Лорд Керзон, выражая в данном случае холодную и беспристрастную точку зрения министерства иностранных дел, предложил оказать Греции условную поддержку и даже признать Константина, но союзная конференция, собравшаяся в Париже 3 декабря, решительно отвергла подобные планы. Три великие державы уведомили греческое правительство, что «хотя они не желают вмешиваться во внутренние дела Греции, тем не менее они должны сказать, что восстановление на троне короля, нелояльное отношение которого к союзникам во время войны причинило им большие затруднения и потери, может рассматриваться только как одобрение Грецией его враждебных действий»; что «такой шаг создает новую и весьма неблагоприятную ситуацию в отношениях между Грецией и союзниками» и что «три правительства оставляют за собой полную свободу реагировать на создавшееся положение». На следующий день во второй ноте они заявили, что «если Константин опять займет греческий трон, то Греция не получит от союзников никакой финансовой помощи».

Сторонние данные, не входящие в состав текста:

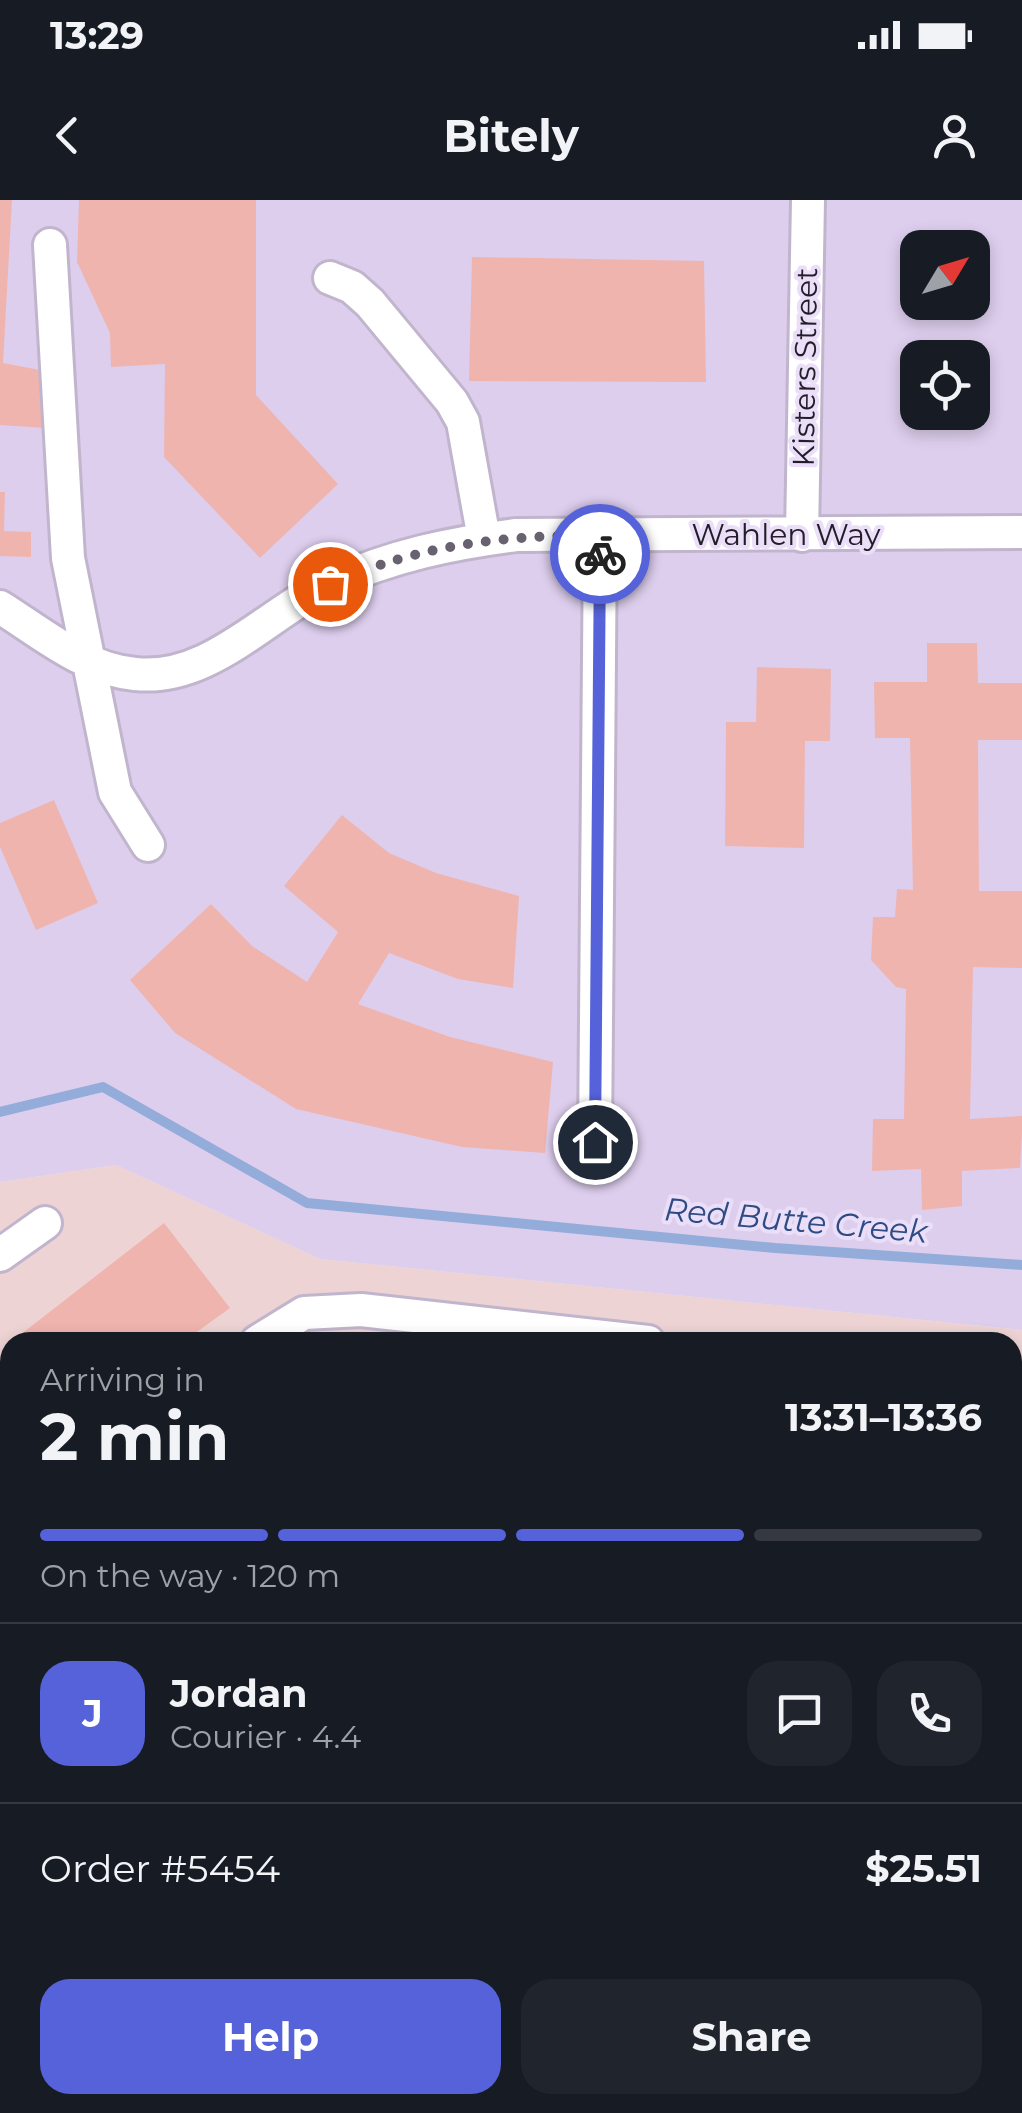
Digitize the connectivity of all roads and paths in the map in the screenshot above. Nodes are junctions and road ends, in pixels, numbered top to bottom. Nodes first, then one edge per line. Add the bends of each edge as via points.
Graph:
1 (808, 200) edge
2 (50, 245) dead end
3 (330, 278) dead end
4 (1022, 532) edge
5 (802, 534) junction
6 (600, 535) junction
7 (484, 539) junction
8 (0, 607) edge
9 (87, 664) junction
10 (148, 845) dead end
11 (595, 1142) dead end
12 (45, 1223) dead end
13 (0, 1255) edge
14 (273, 1332) edge
15 (558, 1332) edge

1 - 5 street, Kisters Street
2 - 9 street via 68,558
3 - 7 street via 370,303 452,402 463,422
4 - 5 street, Wahlen Way
5 - 6 street, Wahlen Way
6 - 7 street, Wahlen Way
6 - 11 street
7 - 9 street, Wahlen Way via 408,554 330,584 193,667 135,674
8 - 9 street, Wahlen Way
9 - 10 street via 115,792
12 - 13 street
14 - 15 street via 304,1313 361,1310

Несмотря на эту декларацию, греки, запуганные монархистами-победителями, почти единогласно голосовали за возвращение Константина. В конце декабря король Константин и королева София со своими тремя детьми вернулись в Афины, и население приветствовало их с такой же демонстративной радостью, с какой оно недавно приветствовало Венизелоса. Новое правительство стало отстранять от всех общественных должностей всех сторонников Венизелоса; отставку получили епископы, судьи, университетские профессора, учителя и даже уборщицы государственных учреждений. Союзные полномочные представители оставались в Афинах. Согласно полученным инструкциям они должны были поддерживать формальные отношения с правительством, но совершенно игнорировать короля, королевскую семью и двор. Греция, разрываемая внутренними раздорами, должна была отныне одна преодолевать грозившие ей опасности.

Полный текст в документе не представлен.